Salvador de Madariaga

Salvador de Madariaga y Rojo (23 July 1886 – 14 December 1978) was a Spanish diplomat, writer, historian, and pacifist. He was nominated for the Nobel Prize in Literature, and the Nobel Peace Prize.[1] He was awarded the Charlemagne Prize in 1973.

Salvador de Madariaga
Born23 July 1886, La Coruña, Spain
Died14 December 1978, Locarno, Switzerland
Occupation
  • diplomat
  • writer
  • historian
  • pacifist

Life

De Madariaga graduated with a degree in engineering in Paris, France. He then went to work as an engineer for the Northern Spanish Railway Company but abandoned this work to return to London and become a journalist, writing in English, for The Times. At this time, he began publishing his first essays. He became a press member of the Secretariat of the League of Nations in 1921, and chief of the Disarmament Section in 1922. In 1928, he was appointed Professor of Spanish at Oxford University for three years, during which time he wrote a book on nation psychology called Englishmen, Frenchmen, Spaniards.

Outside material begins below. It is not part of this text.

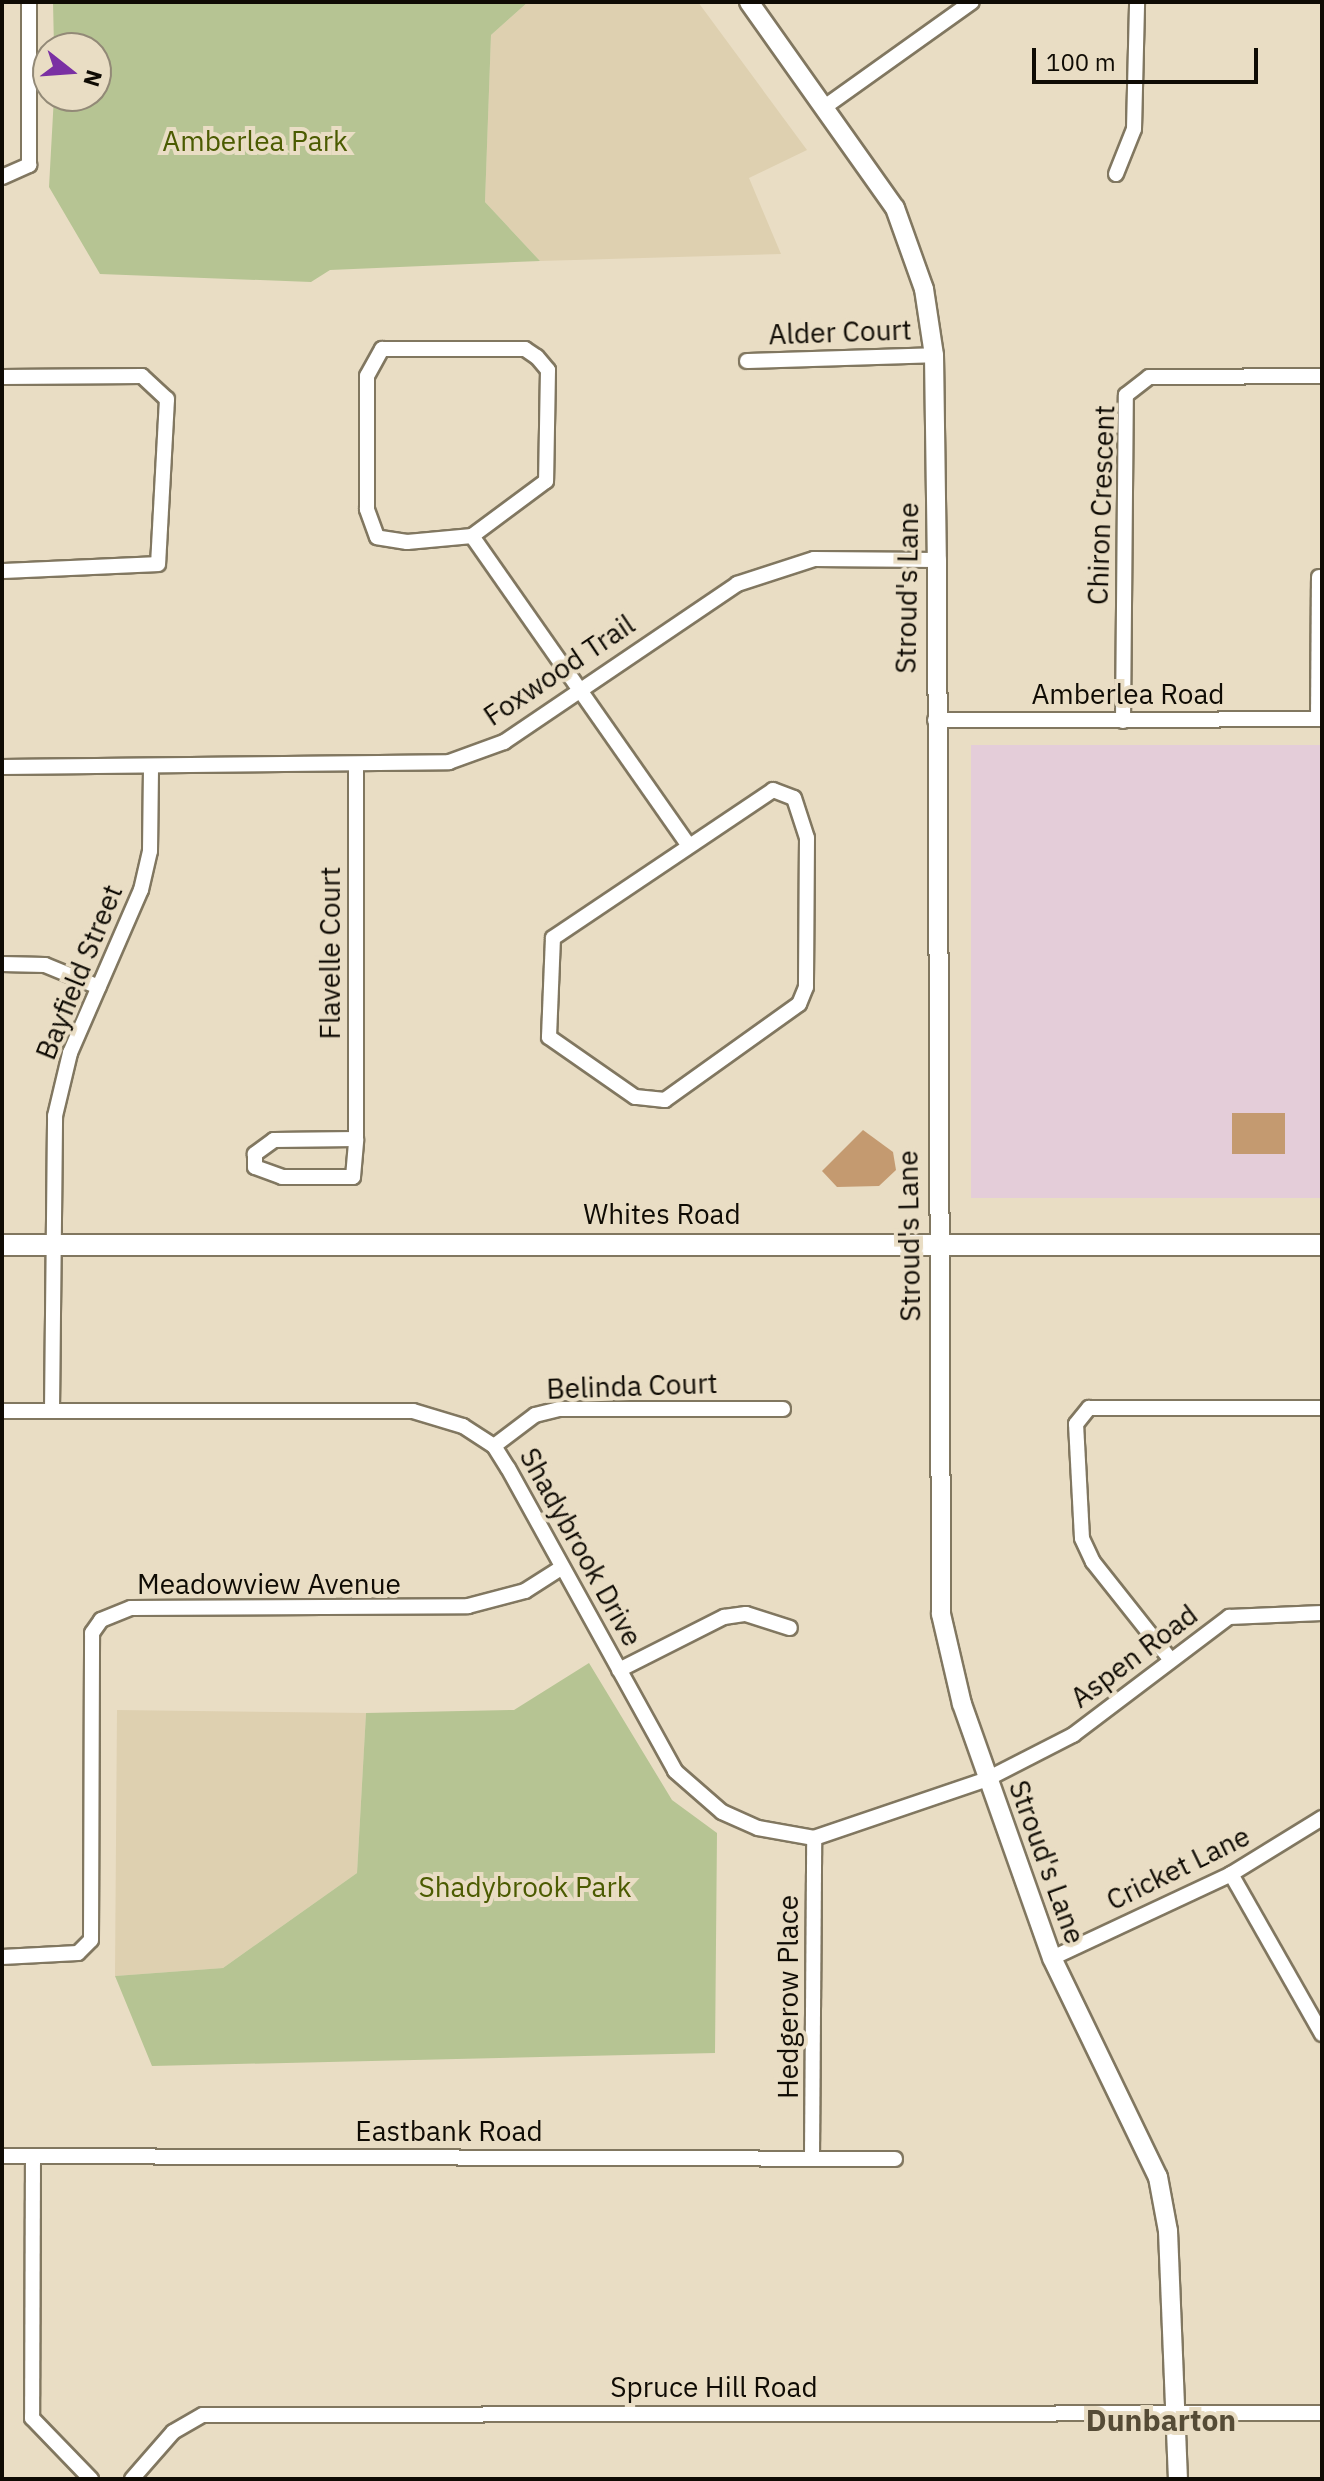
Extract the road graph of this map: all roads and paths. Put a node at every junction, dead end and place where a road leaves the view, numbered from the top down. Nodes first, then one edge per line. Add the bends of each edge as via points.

In 1931, he was appointed ambassador to the United States of America and a permanent delegate to the League of Nations, a post he kept for 5 years. Chairing the Council of the League of Nations in January 1932, he condemned Japanese aggression in Manchuria in such vehement terms that he was nicknamed "Don Quijote de la Manchuria".[2] Between 1932 and 1934, he was Ambassador to France. In 1933, he was elected to the National Congress, serving as both Minister for Education and Minister for Justice. In July 1936, as a classic liberal he went into exile in England to escape the Spanish civil war. From there he became a vocal opponent of, and organised resistance to, the Nacionales and the Spanish State of Francisco Franco. In 1947, he was one of the principal authors of the Oxford Manifesto on liberalism. He participated in the Hague Congress in 1948 as president of the Cultural Commission and he was one of the co-founders, in 1949, of the College of Europe.

In his writing career he wrote books and essays about Don Quixote, Christopher Columbus, Shakespeare's Hamlet, and the history of Latin America. He militated in favour of a united and integrated Europe. He wrote in French and German as well as Spanish and Galician (his mother tongue) and English. In 1973 he won the Karlspreis for contributions to the European idea and European peace. In 1976, he returned to Spain after the death of Francisco Franco. The Madariaga European Foundation has been named after him, promoting his vision of a united Europe making for a more peaceful world. The 1979–1980 academic year at the College of Europe was named in his honour.

Private life

Madariaga with Antonio Jauregui in Oxford, 1972.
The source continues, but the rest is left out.